I’m actually surprised at that last result. If only half of them answered the survey, that means more than 1,479 doctors didn’t inappropriately cash the check. Sending an incentive on the honor system is quite unusual. The normal practice is to send the incentive only to those who complete the survey (or else to send a token buck, intended to induce guilt, but with no strings attached). The instruction about the incentive may not have been perfectly clear. (There is a joke in here somewhere about non-compliance, but I’m too lazy to find it….)
I would be interested in seeing the data on how many people in other professions are willing to rat out their colleagues. It’s apples and oranges, of course, given the nature of the medical profession vs. most others, but still, I suspect that the number of those who have ever said anything about a known misdeed by a colleague is much lower for most of our fields than the number shown here.
December 4th, 2007 at 12:41 pm
“covering colleague ass” is very often an important part of medical protocol.
Not to mention legal protocol.
unnecessary and expensive MRI scan
The numbers of MRI/CT scans performed have jumped by orders of magnitude in recent years.

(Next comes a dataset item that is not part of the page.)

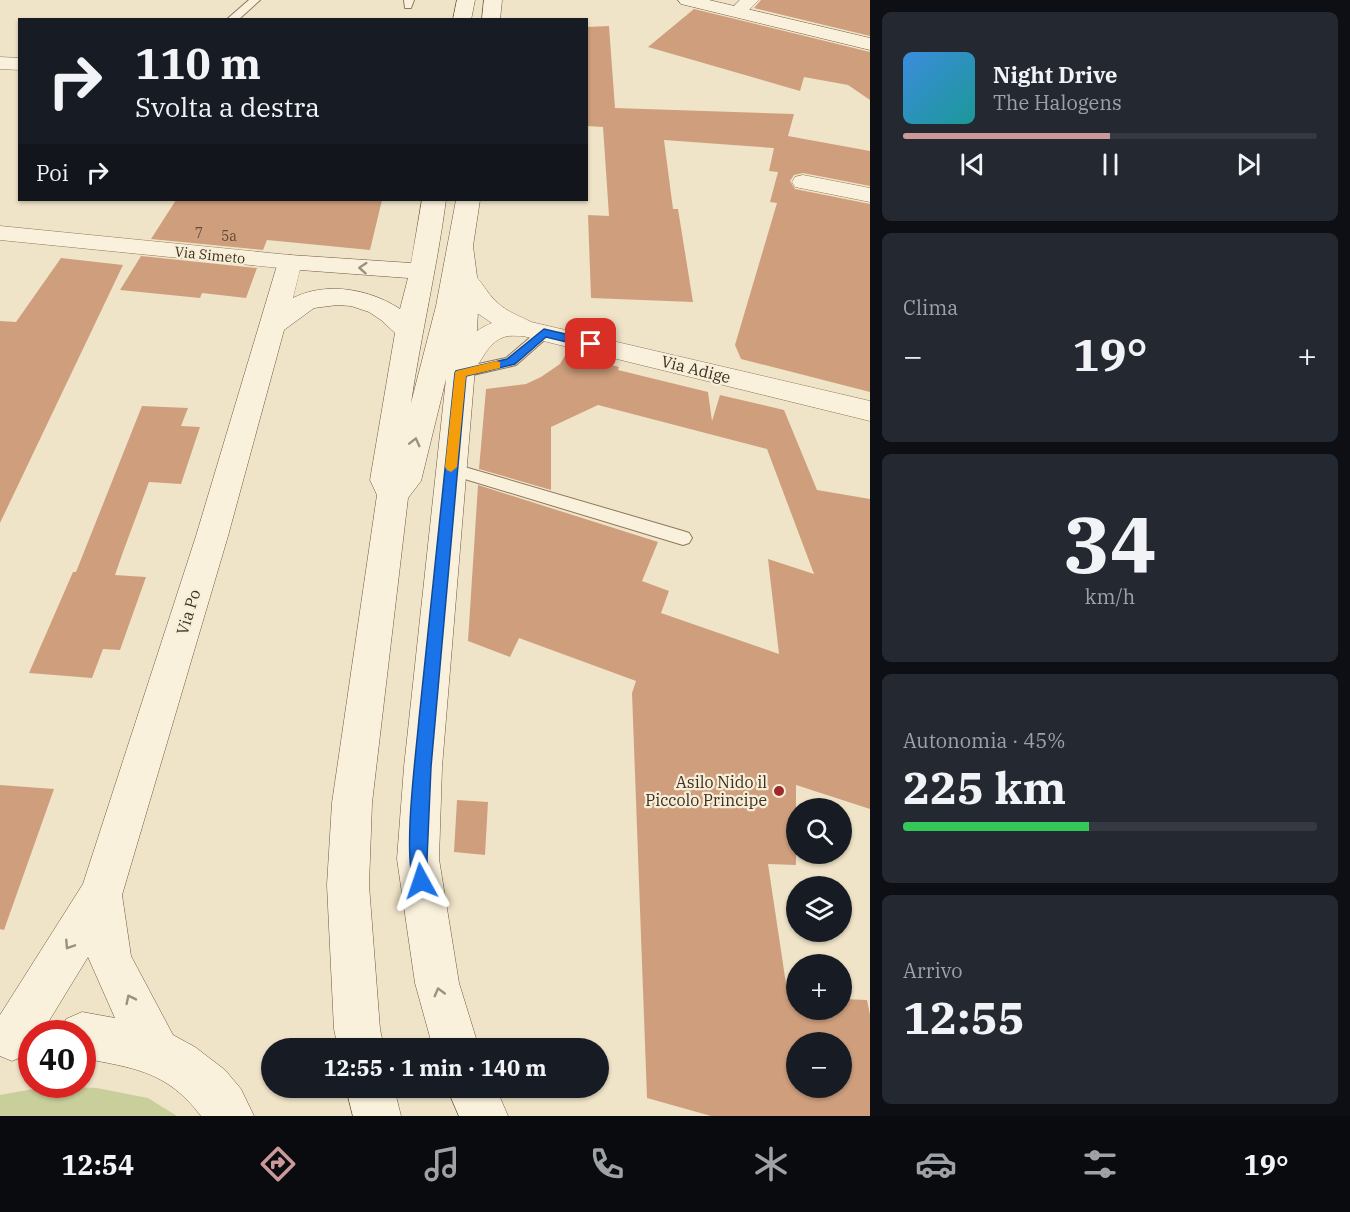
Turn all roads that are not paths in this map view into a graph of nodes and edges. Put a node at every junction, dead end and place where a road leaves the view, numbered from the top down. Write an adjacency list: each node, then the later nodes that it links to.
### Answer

A very large number (maybe up to a third) of the millions upon millions performed each year are utterly useless. And (in the case of CT) significantly exposing people to ionizing radiation.
Besides promising to keep (the sick) from “harm and injustice”, Hippocrates promised to teach the art of medicine “without fee and covenant”.
Many modern medical schools conduct graduation exercises with a rewritten and “modernized” version of the Oath.